A união entre Stéphane Brizé e Vincent Lindon não é novidade alguma, porém, é a constituição deste En Guerre … não a dupla … mas o próprio conceito de união. O ator é novamente um dispositivo narrativo nas mãos do realizador, que após a catarse da condição do (des)empregado e do mercado de trabalho que fora La Loi du Marché, converte-se num símbolo a uma luta sindicalista.

É uma guerra vivida no centro da modernidade, fora dos territórios bélicos que surgem em meio de um senso comum. Aqui as armas são outras, a determinação é a munição do seu infante e a negociação a artilharia pesada. Lindon é assumidamente um capataz, um general de forças humanas que se condensa como uma massa coletiva, uma multidão que resume-se em si na personagem fatal. Obviamente que Brizé regressa ao seu registo de quotidiano, a realidade encenada que tão bem emprega, mas convém salientar que En Guerre existe uma vergência, um afastamento dessa mesma restrição.
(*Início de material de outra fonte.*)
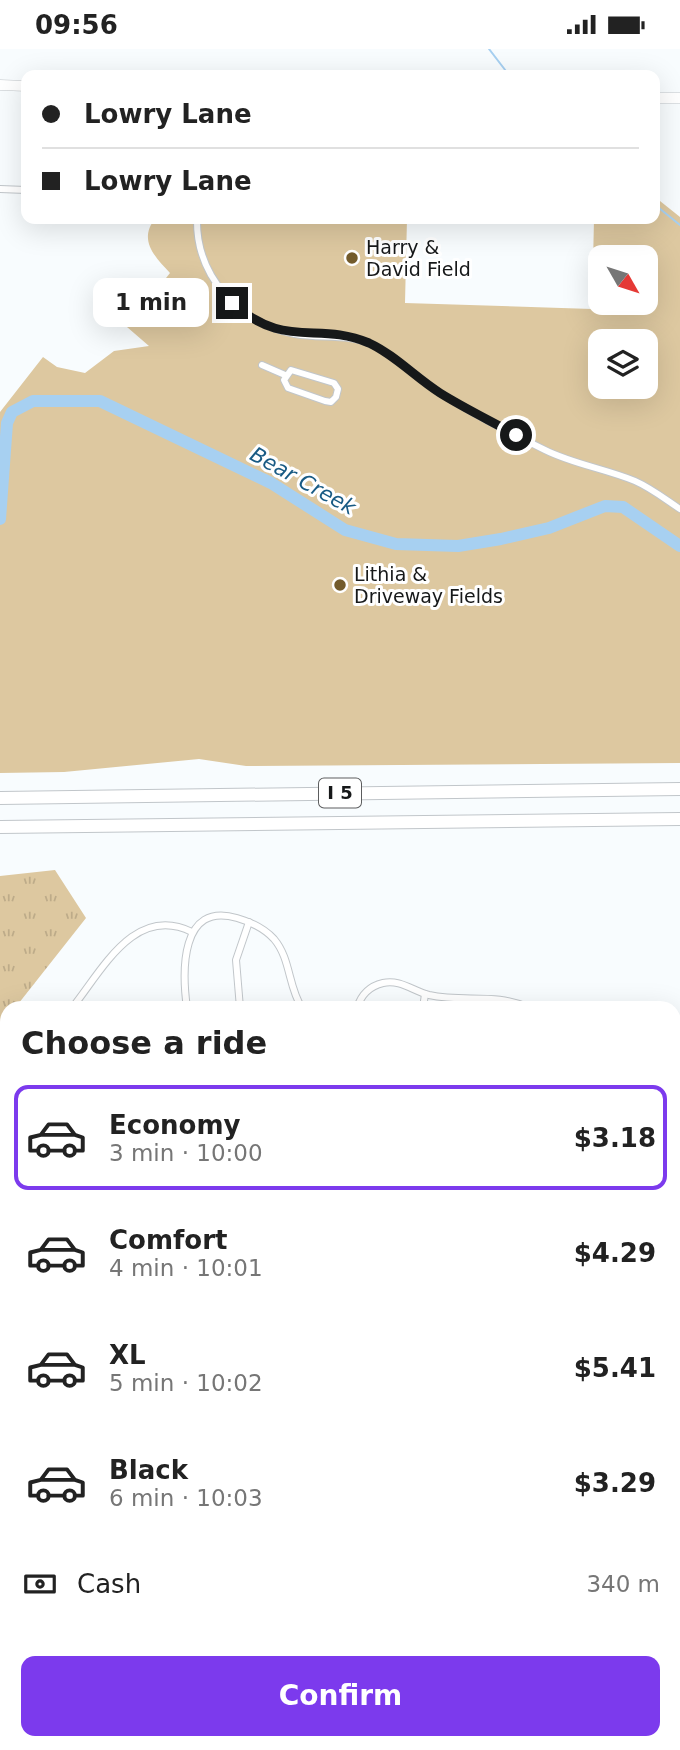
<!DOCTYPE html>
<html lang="en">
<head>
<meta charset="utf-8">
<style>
	:root { --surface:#fff; --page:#f2f2f2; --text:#222; --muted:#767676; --line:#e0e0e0; --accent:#7c3aed }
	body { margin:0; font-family:"DejaVu Sans",sans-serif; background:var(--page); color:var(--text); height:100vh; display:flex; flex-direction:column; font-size:26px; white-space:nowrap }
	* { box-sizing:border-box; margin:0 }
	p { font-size:23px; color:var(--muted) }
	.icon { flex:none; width:38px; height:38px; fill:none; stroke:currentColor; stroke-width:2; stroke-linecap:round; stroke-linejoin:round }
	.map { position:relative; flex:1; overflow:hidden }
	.side { position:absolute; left:0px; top:952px; width:681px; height:749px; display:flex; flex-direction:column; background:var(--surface); border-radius:21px 21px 0 0; box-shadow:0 7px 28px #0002 }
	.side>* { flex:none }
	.hud { position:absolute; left:21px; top:21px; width:639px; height:154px; border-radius:14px; box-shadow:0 7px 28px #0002; display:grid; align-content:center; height:154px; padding:0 21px; background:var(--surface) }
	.needle { width:46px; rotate:129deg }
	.fabs { position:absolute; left:588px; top:196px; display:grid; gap:14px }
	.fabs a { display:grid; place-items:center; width:70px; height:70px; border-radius:14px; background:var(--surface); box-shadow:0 7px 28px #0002; font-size:35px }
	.end { position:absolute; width:32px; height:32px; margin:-16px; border:9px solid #161819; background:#fff; box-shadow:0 0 0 4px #fff }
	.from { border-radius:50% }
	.bubble { position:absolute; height:49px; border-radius:14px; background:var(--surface); box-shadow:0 7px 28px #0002; font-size:23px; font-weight:800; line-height:49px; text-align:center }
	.hud b { display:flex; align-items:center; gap:24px; height:66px; font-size:26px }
	.hud b+b { border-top:2px solid var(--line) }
	.hud i { width:18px; height:18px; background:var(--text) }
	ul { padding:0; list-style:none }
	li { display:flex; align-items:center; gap:21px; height:105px; margin:0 14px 10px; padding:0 7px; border:4px solid transparent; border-radius:14px }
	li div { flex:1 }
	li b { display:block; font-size:26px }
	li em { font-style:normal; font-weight:800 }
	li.on { border-color:var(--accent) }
	li>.icon { width:63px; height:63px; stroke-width:1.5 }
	h2 { padding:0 21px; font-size:32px; line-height:84px }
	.pay { display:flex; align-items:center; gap:18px; height:77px; padding:0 21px; font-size:26px }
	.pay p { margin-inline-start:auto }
	.button { display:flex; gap:14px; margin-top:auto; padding:14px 21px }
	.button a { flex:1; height:80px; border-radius:14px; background:var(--accent); color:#fff; font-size:28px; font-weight:800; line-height:80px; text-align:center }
	.status { display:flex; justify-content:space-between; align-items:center; height:49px; padding:0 35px; background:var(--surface); direction:ltr }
	.status svg { height:19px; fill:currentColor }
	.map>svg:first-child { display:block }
	.grass { fill:url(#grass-tufts) }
	.green { fill:#ddc8a0; fill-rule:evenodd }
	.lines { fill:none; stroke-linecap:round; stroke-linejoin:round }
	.stream { stroke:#a7d0f1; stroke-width:2 }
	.river { stroke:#a7d0f1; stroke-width:12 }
	.minor-casing { stroke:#c1c6ca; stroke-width:8 }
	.primary-casing { stroke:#c1c6ca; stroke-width:11 }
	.motorway-casing { stroke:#c1c6ca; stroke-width:14 }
	.minor { stroke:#fff; stroke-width:6 }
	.primary { stroke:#fff; stroke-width:10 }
	.motorway { stroke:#fff; stroke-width:12 }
	.route { stroke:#161819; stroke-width:9 }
	.poi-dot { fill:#735b2b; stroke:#fff; stroke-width:2.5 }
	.labels { text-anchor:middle; stroke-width:6; stroke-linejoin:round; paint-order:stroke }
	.shield { fill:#fff; stroke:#5c5d5e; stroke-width:2 }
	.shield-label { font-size:18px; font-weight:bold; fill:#161819 }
	.poi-label { font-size:19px; fill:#161819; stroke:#fff; text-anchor:start }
	.water-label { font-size:21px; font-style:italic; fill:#195b84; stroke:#fff }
</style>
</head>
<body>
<div class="status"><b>09:56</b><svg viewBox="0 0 49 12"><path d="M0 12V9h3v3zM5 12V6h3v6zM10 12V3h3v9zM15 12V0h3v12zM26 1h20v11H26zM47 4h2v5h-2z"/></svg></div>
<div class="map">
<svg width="680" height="1701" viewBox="0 0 680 1701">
	<defs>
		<pattern id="grass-tufts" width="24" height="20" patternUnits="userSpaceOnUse" patternTransform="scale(1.75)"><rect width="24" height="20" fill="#ddc8a0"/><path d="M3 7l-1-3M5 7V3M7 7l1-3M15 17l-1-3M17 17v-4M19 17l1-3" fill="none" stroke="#bdab89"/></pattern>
	</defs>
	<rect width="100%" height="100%" fill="#f8fcfe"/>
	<g class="grass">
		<path d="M55,821L86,869L15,959H7V969L0,978V827Z"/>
		<path d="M0,1358L7,1361V1694H288L292,1701H0Z"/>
	</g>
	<path class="green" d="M655,148L680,168V714L246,717L199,710L64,723L0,724V363L43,308L57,318L85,324L114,302L149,297L127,278L170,224C155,208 138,191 155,170H407L405,254L592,260L594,170H654ZM600,208H646V254H600ZM600,292H646V338H600Z"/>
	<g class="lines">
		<g class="stream">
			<path d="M489,0L509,26"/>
			<path d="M654,155L680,176"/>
		</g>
		<path class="river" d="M0,470L7,374L12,363L33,352H100L271,434L345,481L396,495L458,497L501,490L549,479L605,457L623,458L680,497"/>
		<defs>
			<g id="minor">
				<path d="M0,140L26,141"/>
				<path d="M197,170C196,227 239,275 295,285C322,290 347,284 373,296C396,308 416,328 437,342C471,364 509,383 545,401C573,415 606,420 635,432C651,439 665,450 680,460"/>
				<path d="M262,316L285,326"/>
				<path d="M291,321L334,334L338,340L336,348L331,353L325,352L288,339L284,331Z"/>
				<path d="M72,959C103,920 135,855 192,883"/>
				<path d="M187,959C182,923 180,852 237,869C251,873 264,879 274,890C291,910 288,938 302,959"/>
				<path d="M240,959L236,911L249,873"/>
				<path d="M357,959C361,946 370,937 383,934C400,930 413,942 429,946C465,954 494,943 530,959"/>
				<path d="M423,959L425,945"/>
				<path d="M7,1039V1043"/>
				<path d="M674,1056L680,1059"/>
				<path d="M674,1105L680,1108"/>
				<path d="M674,1170L680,1172"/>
				<path d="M674,1222L680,1219"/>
				<path d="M674,1256L680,1260"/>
				<path d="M674,1500L677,1453"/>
				<path d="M674,1550L680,1557"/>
			</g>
			<g id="primary">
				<path d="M0,36L26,37"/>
				<path d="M654,49H680"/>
			</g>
			<g id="motorway">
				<path d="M0,749L680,740"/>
				<path d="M0,778L680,770"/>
			</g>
		</defs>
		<use href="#minor" class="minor-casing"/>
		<use href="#primary" class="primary-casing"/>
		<use href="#motorway" class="motorway-casing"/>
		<use href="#minor" class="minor"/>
		<use href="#primary" class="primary"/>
		<use href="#motorway" class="motorway"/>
	</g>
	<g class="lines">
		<path class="route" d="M232,254C285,301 317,272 369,294C395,306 416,329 440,344C464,359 491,372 516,386"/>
	</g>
	<g class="poi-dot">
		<circle cx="352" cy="209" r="7"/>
		<circle cx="340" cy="536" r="7"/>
	</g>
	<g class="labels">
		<rect class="shield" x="319" y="729.5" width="42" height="29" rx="5"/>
		<g class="shield-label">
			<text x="340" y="750">I 5</text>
		</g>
		<g class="poi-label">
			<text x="366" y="205">Harry &amp;<tspan x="366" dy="22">David Field</tspan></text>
			<text x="354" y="532">Lithia &amp;<tspan x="354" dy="22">Driveway Fields</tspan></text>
		</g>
		<g class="water-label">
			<text transform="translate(303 432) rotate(29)" y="7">Bear Creek</text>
		</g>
	</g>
</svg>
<div class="fabs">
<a><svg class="needle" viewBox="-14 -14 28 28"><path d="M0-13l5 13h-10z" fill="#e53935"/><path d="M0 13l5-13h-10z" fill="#767676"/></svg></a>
<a><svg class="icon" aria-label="layers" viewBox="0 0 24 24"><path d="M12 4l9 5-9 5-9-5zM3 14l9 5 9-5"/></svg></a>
</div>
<i class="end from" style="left:516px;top:386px"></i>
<i class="end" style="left:232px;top:254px"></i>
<div class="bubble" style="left:93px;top:229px;width:116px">1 min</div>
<div class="hud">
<b><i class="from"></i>Lowry Lane</b>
<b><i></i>Lowry Lane</b>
</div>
<section class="side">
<h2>Choose a ride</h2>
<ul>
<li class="on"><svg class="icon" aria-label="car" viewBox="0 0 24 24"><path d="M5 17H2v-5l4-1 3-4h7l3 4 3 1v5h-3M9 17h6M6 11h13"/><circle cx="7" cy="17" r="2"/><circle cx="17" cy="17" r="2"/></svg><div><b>Economy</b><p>3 min · 10:00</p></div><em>$3.18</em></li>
<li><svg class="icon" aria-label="car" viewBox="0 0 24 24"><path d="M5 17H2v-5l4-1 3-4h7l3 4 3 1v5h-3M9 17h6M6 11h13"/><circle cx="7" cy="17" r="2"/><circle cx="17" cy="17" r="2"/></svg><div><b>Comfort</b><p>4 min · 10:01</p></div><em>$4.29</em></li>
<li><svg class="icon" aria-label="car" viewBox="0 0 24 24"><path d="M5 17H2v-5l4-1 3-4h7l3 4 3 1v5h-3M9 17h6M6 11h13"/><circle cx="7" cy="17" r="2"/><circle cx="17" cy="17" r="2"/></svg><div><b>XL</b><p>5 min · 10:02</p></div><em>$5.41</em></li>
<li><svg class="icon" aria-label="car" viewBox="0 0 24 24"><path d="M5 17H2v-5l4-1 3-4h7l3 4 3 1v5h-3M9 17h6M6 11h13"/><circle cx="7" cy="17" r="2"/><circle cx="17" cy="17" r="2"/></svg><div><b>Black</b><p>6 min · 10:03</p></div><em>$3.29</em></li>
</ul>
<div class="pay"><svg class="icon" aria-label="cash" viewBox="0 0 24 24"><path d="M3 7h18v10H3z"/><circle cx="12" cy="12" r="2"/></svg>Cash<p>340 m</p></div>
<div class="button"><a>Confirm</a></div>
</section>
</div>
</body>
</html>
Em toda a sua narrativa, a batalha “campal” de Lindon é despojada de qualquer dramaturgia sobrejacente, tudo aqui é imposto e exposto como a graça de mimetizar o real em confundir atores com os não-atores, e através desse sistema ancorar numa certa pedagogia de à lá Laurent Cantet. Mas a continuidade da ação é abruptamente intercalada por outra encenação, um falso mídia que em modo flash news garante-nos como outro dispositivo narrativo, forjando assim a rápida sucessão dos acontecimentos. Sabendo, fora dos termos práticos de tais veículos narrativos, estas escolhas de Brizé endereçam-se como uma representação do chamado “Quarto Poder”, o papel de moderação que a imprensa possui.

Toda esta construção e distopia entre as frentes sindicalistas, as lutas dos trabalhadores em desespero, com esse registo dentro de um registo por parte de uma fictícia imprensa, colidem para nos entregar um filme politizado no gesto; para os mais infamados será “esquerda” a definição a utilizar. Portanto, há ferramentas de ativismo neste En Guerre, evidenciando a jornada de Brizé perante as diferentes bifurcações do mercado de trabalho, como se tudo se reduzisse a uma passagens de etapas cíclicas.

Agora, repescado a essência do termo coletivo, é de valorizar o cinema francês como o grande herdeiro das representações pluralizadas de Sergei M. Eisenstein (assim por alto recordo do muito esquecido La Bataille de Solférino, de Justine Triet). En Guerre é essa resistência pela diluição do individuo e a criação de um “monstro” pluriforme e quimérico – quando as massas humanas se tornam elas próprias na personagem.

Só é pena que Brizé se traia a si próprio, cedendo ainda mais pelo simbolismo da sua luta e do ator-fetiche, como se pode observar num final desesperante e personalizado para com os demais. Contudo, esta é das obras mais impactantes da sua filmografia recente.